» RECORDS SUPPLIED
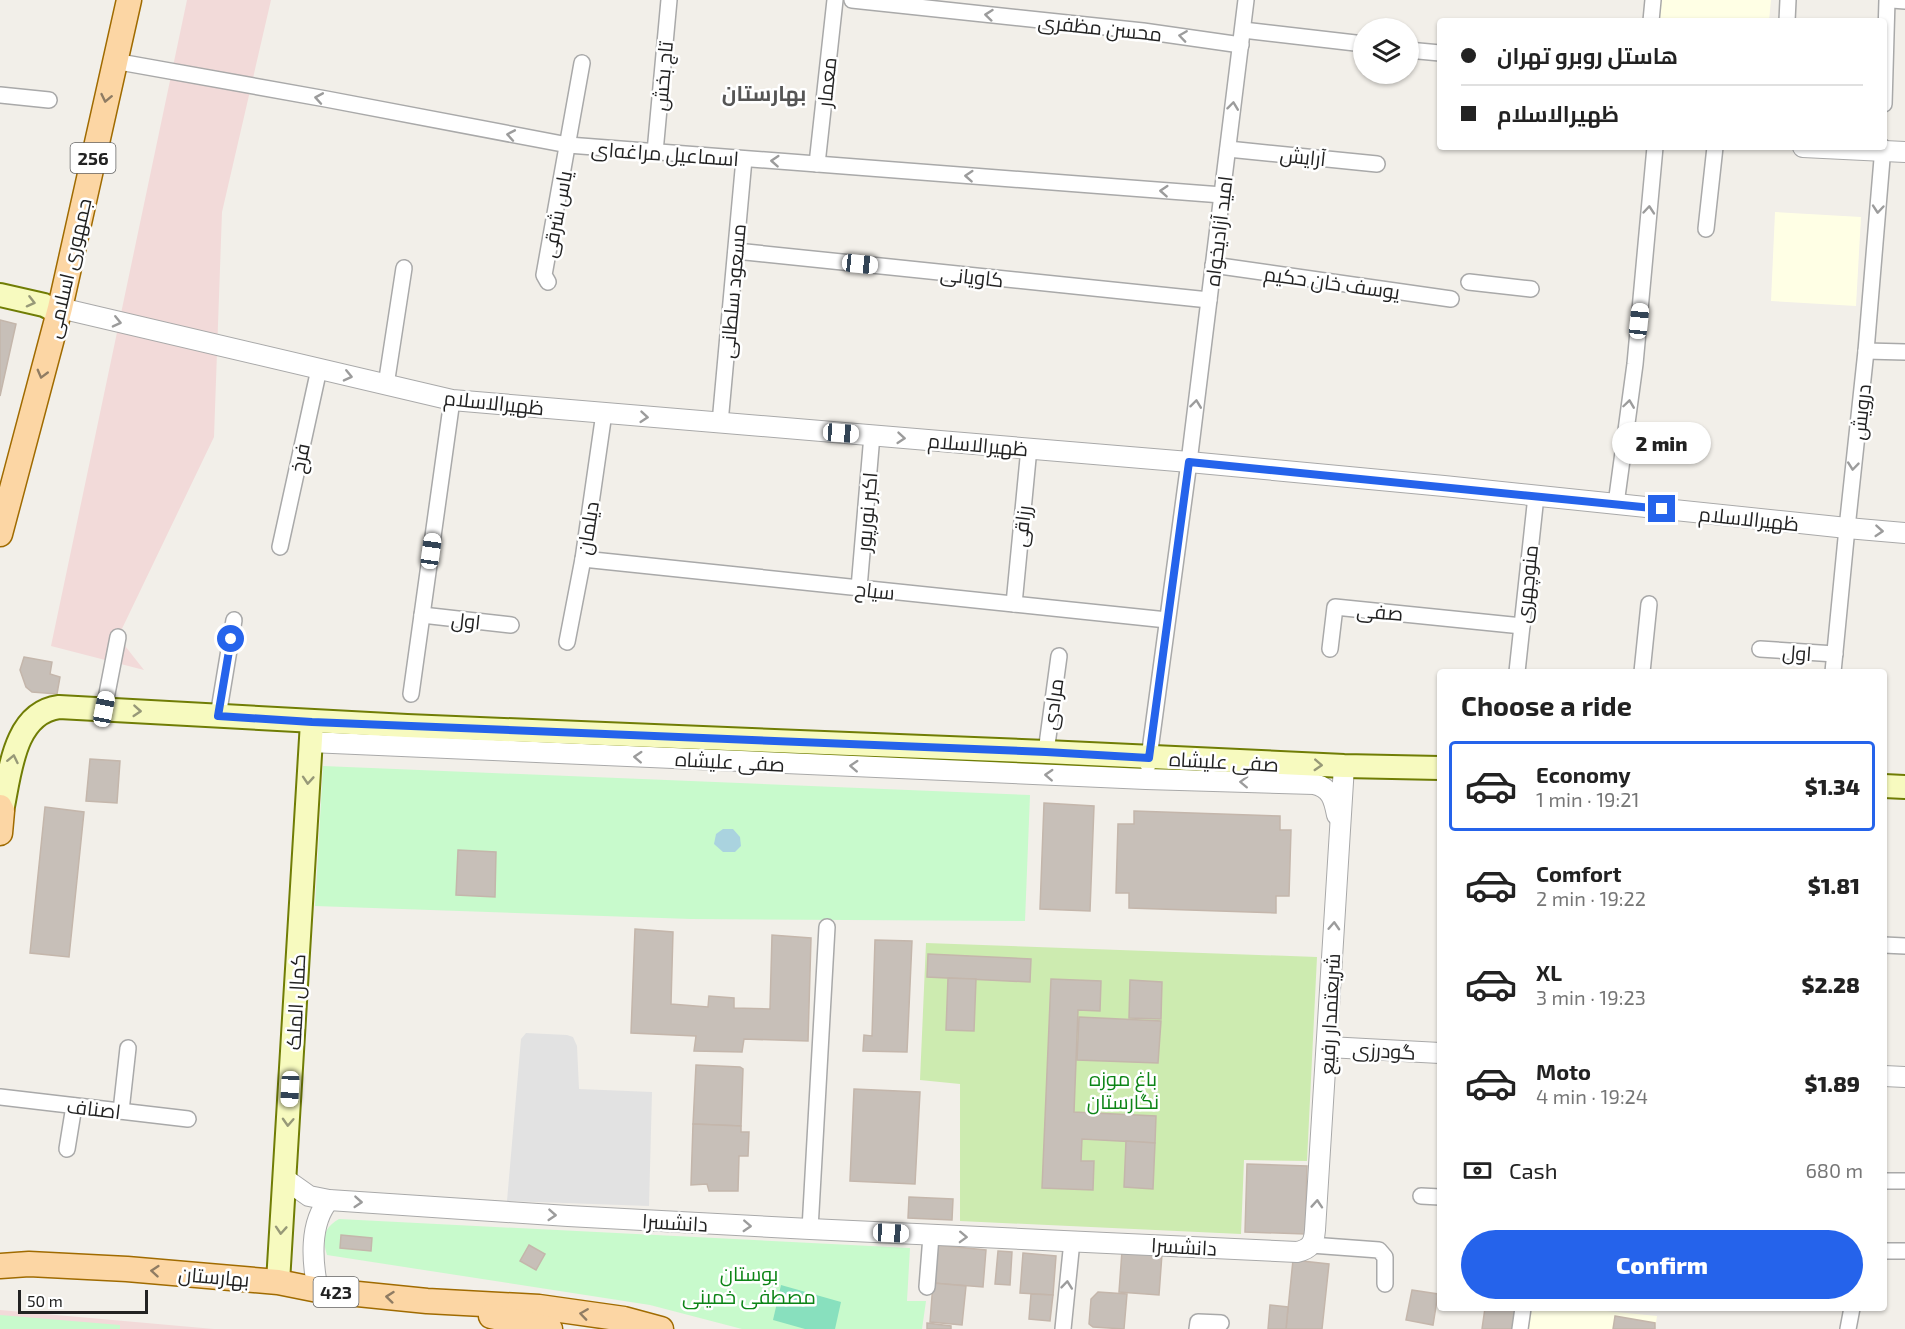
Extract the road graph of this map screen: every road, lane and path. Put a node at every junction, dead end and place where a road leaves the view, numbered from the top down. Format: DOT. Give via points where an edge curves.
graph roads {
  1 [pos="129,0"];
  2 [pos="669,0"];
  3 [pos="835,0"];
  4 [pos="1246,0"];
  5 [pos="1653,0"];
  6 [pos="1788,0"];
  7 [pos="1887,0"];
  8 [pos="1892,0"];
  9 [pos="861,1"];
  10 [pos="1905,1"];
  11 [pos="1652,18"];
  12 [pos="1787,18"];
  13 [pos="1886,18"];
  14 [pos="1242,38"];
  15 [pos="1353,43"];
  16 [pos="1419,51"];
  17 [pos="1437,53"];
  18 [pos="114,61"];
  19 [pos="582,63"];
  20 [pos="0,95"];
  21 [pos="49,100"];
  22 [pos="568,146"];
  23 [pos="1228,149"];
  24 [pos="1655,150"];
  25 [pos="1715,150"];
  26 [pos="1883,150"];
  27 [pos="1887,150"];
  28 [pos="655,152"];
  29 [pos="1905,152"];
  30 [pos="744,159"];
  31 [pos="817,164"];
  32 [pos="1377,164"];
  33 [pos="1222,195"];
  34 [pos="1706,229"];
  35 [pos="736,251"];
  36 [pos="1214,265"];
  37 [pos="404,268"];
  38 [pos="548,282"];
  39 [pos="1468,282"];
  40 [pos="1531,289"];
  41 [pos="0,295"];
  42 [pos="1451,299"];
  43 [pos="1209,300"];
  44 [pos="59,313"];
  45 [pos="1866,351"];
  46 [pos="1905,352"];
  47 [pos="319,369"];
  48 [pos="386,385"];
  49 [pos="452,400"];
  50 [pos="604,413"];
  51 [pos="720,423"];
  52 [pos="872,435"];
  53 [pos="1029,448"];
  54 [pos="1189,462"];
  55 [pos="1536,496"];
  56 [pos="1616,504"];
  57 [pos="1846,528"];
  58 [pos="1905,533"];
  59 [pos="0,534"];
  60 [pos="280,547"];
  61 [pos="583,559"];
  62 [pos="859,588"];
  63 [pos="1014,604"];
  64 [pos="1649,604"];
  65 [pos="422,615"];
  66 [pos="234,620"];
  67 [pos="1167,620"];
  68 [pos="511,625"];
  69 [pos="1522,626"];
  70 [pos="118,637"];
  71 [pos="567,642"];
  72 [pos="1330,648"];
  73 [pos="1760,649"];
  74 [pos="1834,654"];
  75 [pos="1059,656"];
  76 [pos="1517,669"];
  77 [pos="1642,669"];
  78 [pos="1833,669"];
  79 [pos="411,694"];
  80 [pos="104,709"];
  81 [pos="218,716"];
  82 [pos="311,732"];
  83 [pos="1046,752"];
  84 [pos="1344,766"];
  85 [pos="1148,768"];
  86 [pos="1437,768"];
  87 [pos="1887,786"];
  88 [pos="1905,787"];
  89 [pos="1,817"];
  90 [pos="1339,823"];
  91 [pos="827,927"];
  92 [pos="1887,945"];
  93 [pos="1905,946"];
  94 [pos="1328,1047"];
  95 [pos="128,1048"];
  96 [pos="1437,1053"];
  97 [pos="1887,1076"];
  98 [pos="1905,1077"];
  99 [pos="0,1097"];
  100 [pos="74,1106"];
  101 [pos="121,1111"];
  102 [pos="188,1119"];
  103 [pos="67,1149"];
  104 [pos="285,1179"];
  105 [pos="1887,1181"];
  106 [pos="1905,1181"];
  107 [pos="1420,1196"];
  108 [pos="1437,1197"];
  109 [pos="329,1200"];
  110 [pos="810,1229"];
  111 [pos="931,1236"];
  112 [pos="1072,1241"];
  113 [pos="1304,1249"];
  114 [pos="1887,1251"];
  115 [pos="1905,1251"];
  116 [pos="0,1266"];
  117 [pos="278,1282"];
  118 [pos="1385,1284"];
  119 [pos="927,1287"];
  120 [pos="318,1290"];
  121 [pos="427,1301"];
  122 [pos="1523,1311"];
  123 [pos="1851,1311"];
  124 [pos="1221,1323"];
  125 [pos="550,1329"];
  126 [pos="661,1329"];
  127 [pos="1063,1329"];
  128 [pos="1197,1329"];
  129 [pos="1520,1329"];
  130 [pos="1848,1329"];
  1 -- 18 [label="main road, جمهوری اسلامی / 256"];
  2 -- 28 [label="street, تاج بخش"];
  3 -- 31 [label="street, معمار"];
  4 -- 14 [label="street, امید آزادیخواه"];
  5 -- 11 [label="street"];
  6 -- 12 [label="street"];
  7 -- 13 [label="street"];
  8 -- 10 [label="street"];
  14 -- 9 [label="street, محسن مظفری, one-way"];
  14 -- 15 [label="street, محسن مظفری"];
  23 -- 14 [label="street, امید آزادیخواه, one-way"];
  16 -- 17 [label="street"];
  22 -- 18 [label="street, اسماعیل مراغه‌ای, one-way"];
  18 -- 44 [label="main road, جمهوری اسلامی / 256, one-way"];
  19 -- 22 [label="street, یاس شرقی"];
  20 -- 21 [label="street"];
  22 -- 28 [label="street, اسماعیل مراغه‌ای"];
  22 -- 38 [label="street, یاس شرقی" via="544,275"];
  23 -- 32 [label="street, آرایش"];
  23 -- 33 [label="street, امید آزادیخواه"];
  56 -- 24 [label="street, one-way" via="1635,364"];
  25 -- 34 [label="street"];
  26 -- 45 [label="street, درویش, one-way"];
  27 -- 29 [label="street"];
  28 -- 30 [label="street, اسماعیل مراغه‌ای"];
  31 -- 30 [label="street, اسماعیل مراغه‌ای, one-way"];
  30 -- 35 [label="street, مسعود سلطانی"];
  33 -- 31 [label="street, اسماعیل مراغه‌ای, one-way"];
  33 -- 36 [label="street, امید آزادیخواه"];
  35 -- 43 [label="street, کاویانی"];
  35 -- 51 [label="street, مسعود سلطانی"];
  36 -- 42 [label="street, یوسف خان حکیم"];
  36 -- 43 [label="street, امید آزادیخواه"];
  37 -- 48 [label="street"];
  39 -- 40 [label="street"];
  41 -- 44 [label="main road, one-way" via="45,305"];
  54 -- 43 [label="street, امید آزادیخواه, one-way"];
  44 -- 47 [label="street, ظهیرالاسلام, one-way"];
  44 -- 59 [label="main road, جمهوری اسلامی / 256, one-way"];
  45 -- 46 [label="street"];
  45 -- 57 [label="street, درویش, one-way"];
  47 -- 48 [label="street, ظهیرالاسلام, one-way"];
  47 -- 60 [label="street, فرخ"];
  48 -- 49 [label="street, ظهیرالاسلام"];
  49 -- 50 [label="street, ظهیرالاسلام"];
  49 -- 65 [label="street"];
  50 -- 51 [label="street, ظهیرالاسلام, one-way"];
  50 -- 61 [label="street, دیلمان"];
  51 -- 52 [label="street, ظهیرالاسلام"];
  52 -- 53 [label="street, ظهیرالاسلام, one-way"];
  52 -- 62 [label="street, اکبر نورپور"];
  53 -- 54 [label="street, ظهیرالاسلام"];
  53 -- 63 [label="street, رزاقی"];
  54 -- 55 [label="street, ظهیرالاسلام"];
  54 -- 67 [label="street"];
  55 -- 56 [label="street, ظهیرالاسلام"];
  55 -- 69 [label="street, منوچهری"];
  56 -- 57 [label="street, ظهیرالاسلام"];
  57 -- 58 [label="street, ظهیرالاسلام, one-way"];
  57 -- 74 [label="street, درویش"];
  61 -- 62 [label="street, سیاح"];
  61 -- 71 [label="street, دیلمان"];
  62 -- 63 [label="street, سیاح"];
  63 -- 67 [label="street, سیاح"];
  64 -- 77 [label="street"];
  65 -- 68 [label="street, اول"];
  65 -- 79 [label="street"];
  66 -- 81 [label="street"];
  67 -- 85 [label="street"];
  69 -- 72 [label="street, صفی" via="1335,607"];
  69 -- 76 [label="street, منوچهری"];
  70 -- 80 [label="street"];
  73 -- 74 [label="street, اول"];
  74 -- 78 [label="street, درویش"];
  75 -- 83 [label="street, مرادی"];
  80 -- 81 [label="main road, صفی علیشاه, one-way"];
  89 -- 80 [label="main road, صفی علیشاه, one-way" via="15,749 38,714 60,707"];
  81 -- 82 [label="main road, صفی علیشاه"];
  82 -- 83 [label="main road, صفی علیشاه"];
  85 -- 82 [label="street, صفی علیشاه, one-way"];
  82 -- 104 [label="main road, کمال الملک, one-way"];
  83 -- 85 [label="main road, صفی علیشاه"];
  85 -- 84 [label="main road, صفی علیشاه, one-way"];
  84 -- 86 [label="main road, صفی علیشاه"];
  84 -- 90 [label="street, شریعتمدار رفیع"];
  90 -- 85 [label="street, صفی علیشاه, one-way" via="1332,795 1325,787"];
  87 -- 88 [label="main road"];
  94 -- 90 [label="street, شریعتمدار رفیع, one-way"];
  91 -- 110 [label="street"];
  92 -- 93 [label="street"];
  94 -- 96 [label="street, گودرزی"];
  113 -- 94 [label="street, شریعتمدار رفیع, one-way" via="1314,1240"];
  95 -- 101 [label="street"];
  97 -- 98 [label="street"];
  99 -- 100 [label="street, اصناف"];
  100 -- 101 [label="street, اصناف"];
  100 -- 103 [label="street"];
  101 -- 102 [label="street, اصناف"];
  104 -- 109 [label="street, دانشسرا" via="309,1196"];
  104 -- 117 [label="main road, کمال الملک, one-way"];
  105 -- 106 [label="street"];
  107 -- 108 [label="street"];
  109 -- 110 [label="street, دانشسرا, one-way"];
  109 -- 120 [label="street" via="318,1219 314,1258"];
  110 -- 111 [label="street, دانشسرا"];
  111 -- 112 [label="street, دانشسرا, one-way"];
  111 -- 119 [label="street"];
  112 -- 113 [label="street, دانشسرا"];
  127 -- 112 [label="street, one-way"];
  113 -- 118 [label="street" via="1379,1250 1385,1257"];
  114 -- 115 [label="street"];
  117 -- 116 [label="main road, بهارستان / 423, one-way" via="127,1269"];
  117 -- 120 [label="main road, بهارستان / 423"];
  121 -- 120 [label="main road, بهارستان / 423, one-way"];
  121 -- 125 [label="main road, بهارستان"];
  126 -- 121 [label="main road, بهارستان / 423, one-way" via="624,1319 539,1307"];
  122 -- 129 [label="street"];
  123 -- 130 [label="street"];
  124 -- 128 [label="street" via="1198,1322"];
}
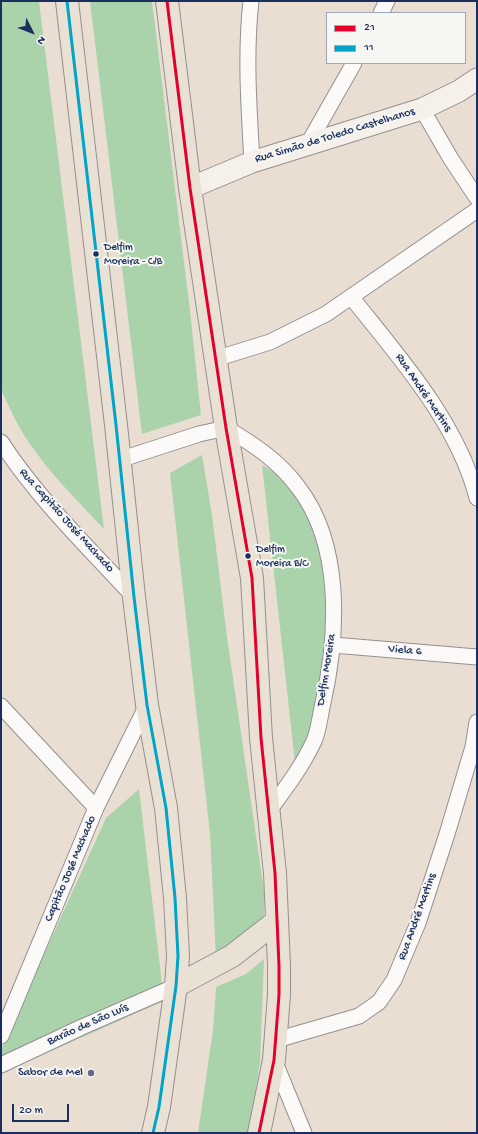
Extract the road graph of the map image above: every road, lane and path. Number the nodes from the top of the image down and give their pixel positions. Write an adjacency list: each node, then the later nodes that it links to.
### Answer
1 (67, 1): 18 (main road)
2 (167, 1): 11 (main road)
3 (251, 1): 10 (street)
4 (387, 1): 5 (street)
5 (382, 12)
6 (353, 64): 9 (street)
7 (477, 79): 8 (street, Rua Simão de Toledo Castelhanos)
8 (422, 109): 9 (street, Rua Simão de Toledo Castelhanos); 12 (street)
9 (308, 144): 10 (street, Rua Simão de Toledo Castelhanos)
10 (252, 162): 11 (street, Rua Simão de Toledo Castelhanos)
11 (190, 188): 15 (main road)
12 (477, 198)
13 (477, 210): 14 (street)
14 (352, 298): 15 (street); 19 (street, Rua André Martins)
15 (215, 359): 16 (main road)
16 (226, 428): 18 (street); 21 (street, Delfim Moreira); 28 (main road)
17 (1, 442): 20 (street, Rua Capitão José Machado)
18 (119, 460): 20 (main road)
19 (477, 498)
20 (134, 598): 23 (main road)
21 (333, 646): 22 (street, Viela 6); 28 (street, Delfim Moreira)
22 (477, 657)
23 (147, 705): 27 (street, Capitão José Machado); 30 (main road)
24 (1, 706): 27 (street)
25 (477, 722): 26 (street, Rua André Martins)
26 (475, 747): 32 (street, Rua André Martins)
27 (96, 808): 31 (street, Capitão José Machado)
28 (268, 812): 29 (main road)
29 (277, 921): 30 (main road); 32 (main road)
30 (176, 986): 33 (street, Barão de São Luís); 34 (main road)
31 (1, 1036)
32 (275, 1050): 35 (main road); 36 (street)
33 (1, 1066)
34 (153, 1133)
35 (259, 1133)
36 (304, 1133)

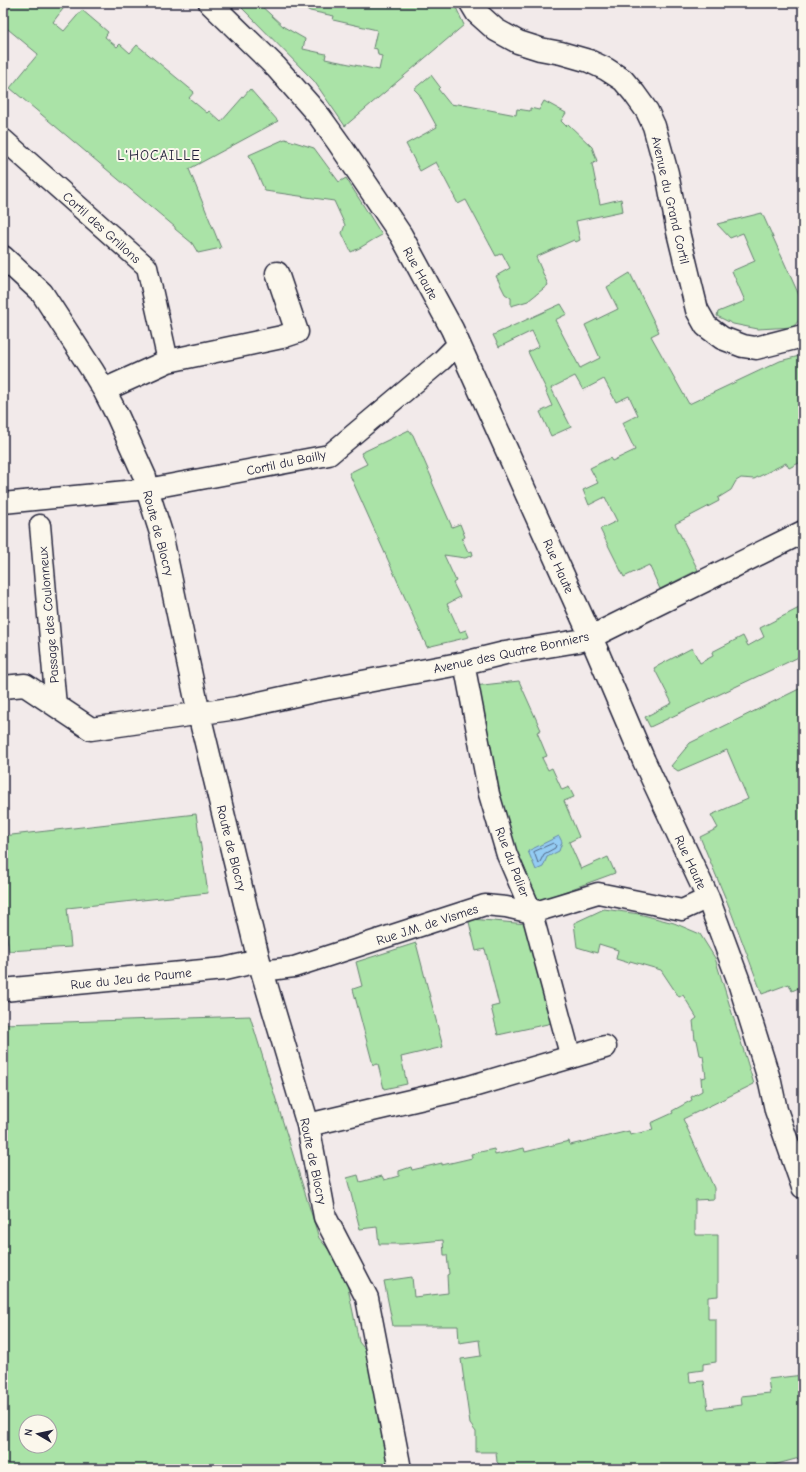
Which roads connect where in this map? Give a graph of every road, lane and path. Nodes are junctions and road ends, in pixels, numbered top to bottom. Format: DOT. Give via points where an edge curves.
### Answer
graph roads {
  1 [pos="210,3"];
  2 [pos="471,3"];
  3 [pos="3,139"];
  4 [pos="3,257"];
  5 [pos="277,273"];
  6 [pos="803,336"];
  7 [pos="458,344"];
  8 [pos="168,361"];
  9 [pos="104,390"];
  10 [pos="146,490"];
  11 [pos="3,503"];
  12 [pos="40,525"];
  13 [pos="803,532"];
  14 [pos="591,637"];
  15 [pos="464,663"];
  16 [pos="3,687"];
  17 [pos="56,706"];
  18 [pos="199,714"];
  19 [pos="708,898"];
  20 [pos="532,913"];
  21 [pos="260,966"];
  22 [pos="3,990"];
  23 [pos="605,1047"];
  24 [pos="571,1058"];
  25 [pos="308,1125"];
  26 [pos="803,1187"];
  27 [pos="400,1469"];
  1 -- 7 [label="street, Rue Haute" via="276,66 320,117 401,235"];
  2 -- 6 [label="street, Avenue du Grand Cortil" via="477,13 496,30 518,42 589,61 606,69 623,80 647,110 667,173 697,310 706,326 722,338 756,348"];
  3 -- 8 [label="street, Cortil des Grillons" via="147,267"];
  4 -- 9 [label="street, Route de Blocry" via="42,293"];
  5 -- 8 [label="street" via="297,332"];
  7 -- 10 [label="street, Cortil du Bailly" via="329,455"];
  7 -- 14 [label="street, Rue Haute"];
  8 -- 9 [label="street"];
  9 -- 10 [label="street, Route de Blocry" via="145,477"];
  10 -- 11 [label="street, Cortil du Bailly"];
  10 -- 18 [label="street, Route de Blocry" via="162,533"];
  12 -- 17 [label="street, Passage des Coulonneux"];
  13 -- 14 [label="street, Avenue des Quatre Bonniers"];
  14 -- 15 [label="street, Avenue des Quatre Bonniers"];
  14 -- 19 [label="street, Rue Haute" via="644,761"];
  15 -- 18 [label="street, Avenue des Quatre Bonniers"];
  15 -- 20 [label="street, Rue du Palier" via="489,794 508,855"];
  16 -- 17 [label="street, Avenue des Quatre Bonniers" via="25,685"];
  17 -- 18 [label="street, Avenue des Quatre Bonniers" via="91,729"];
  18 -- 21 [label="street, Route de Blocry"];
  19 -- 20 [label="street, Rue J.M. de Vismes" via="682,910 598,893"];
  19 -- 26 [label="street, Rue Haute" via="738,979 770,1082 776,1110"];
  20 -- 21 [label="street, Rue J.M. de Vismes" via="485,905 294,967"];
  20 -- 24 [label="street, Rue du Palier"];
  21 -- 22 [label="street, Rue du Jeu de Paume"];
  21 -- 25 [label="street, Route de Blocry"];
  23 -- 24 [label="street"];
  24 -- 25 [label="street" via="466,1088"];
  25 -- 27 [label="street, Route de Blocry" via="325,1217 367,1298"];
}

» TASK TO COMPLETE
From the material above, return every line that contains "path".

» SOLVED EXERCISE
Extract the road graph of this map screen: every road, lane and path. Put a node at every junction, dead end and place where a road leaves the view, numbered from the top down. Format: DOT. Give via points where an edge curves.
Extract the road graph of the map image above: every road, lane and path. Number the nodes from the top of the image down and give their pixel positions. Write an adjacency list: each node, then the later nodes that it links to.
Which roads connect where in this map? Give a graph of every road, lane and path. Nodes are junctions and road ends, in pixels, numbered top to bottom. Format: DOT. Give via points where an edge curves.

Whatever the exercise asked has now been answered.